Paukenschlag in Barcelona: Die weltgrößte Mobilfunkmesse, der Mobile World Congress, wurde wegen Coronavirus-Ängsten nun offiziell abgesagt.

© APA/AFP/Lluis Gene
 

Seit Tagen wurde spekuliert, die Absagen prominenter und großer Aussteller häuften sich, seit Mittwochabend ist es nun fix: Die weltgrößte Mobilfunkmesse, der Mobile World Congress (MWC) in Barcelon, muss abgesagt werden. Das teilten die Veranstalter mit.

Der MWC gilt als die weltweit wichtigste Veranstaltung der Mobilfunkbranche und ist in den vergangenen Jahren stetig gewachsen. Die GSMA erwartete zu der Messe in diesem Jahr wieder mehr als 100.000 Besucher und mehr als 2800 Aussteller. Sie sollte in diesem Jahr vom 24. bis zum 27. Februar stattfinden.
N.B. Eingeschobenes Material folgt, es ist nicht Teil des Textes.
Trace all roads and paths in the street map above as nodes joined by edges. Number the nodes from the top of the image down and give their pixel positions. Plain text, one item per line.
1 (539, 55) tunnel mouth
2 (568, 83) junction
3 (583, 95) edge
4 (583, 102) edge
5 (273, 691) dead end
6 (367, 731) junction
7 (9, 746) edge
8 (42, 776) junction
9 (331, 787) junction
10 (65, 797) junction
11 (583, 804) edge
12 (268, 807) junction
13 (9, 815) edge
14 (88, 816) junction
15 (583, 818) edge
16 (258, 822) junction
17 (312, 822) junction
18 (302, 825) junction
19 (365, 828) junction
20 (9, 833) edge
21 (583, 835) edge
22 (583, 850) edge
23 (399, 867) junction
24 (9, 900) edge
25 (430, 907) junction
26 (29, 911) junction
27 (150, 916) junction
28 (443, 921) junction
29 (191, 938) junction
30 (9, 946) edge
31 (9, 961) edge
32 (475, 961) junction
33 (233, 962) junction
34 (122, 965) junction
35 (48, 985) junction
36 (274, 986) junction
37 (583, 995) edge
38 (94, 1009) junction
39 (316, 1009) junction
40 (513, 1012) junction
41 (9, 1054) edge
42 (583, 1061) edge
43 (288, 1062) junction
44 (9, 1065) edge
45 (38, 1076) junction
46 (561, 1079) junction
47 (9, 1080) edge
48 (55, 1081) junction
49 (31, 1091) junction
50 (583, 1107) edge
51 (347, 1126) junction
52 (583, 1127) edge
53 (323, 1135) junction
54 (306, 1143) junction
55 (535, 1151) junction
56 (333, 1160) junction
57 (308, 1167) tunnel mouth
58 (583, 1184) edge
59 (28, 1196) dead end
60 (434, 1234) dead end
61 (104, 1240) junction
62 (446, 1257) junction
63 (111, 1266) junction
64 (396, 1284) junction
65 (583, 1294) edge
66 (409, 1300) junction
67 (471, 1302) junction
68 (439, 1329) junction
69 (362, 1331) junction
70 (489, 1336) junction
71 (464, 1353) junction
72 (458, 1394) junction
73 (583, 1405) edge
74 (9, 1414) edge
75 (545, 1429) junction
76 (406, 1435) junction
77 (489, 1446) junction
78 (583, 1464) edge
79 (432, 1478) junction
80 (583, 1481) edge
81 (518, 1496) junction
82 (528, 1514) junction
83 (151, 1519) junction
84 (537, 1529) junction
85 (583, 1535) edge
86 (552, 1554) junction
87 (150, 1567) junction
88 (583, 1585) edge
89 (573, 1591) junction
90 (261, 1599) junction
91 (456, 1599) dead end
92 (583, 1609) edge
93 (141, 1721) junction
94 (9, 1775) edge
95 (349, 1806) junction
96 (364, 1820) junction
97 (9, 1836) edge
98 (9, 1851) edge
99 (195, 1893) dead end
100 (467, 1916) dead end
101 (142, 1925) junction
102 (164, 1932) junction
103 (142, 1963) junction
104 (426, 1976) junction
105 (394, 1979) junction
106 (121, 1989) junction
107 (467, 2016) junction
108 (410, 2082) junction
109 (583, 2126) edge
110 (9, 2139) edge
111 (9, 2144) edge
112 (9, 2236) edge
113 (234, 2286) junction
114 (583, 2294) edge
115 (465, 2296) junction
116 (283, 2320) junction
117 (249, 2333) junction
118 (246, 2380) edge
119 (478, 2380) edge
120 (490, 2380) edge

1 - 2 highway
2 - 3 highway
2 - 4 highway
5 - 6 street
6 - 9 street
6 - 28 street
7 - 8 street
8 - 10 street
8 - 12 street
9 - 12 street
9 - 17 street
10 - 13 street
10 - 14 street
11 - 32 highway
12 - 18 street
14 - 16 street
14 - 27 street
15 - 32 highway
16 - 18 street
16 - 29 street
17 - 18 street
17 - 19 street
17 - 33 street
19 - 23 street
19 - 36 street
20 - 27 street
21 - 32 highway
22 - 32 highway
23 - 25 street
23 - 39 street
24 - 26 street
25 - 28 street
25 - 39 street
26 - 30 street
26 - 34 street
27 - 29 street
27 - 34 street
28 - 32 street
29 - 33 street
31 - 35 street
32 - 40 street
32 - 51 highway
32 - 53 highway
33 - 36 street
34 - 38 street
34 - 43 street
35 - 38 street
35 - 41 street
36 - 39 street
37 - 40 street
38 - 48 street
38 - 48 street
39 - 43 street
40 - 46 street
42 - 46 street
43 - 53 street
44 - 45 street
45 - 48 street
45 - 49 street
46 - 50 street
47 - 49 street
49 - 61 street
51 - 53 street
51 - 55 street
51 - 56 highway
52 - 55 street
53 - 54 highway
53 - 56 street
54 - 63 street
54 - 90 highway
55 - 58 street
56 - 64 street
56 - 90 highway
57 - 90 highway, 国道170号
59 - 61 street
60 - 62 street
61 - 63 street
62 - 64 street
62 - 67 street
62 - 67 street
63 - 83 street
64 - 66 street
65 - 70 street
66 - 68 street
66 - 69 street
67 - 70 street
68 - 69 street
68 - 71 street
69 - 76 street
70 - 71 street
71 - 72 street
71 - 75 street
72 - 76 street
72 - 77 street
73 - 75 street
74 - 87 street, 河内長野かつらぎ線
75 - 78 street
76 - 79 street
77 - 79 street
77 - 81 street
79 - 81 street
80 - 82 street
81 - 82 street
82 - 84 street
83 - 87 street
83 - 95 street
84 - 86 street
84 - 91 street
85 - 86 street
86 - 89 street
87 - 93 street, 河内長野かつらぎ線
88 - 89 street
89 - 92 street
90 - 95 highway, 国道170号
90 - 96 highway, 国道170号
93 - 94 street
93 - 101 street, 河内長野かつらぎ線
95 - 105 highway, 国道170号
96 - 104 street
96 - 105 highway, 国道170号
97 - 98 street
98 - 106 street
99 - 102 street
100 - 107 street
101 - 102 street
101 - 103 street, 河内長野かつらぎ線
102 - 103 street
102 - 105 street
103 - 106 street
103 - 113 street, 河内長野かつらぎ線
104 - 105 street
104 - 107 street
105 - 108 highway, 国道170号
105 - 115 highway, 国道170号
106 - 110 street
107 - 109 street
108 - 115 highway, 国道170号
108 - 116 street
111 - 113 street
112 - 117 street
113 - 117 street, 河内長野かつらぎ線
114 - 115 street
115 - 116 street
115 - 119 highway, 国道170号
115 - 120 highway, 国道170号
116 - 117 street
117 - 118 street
In den vergangenen Tagen hatten unter anderem der US-Onlineriese Amazon, der japanische Sony-Konzern, Nokia, AT&T, die Deutsche Telekom, Intel, Vodafone und LG Electronics aus Südkorea aufgrund der Gesundheitsgefahr für alle Anwesenden durch die Epidemie abgesagt.

"Bedenken bei Reisen"

In einer Stellungnahme von Messechef John Hoffman wurde betont, dass die weltweite Sorge bezüglich der Ausbruch der Coronavirus-Krankheit, Bedenken bei Reisen und andere Umstände machten es unmöglich, an dem Event festzuhalten. Das teilte die Mobilfunk-Anbieter-Vereinigung (GSMA) mit.

Für Barcelona ist der MWC auch ein wichtiger Wirtschaftsfaktor - der Effekt für das Gastgewerbe und andere Branchen wird von der GSMA auf nahezu eine halbe Milliarde Euro geschätzt.

Die Organisatoren hatten nach den ersten Absagen zunächst noch versucht, die Teilnehmern mit zusätzlichen Reinigungs- und Desinfektionsmaßnahmen zu beruhigen. Außerdem sollte allen Reisenden aus der chinesischen Krisenprovinz Hubei der Zugang zum MWC verwehrt werden. Personen, die sich in China aufhielten, sollten den Nachweis erbringen, dass sie das Land vor mindestens 14 Tagen verlassen haben.

Das neuartige Coronavirus forderte auf dem chinesischen Festland bisher nach offiziellen Angaben mehr als 1100 Tote. Bei mehr als 44.000 Menschen ist eine Infektion mit dem Virus bestätigt, das inzwischen den Namen Sars-CoV-19 erhielt.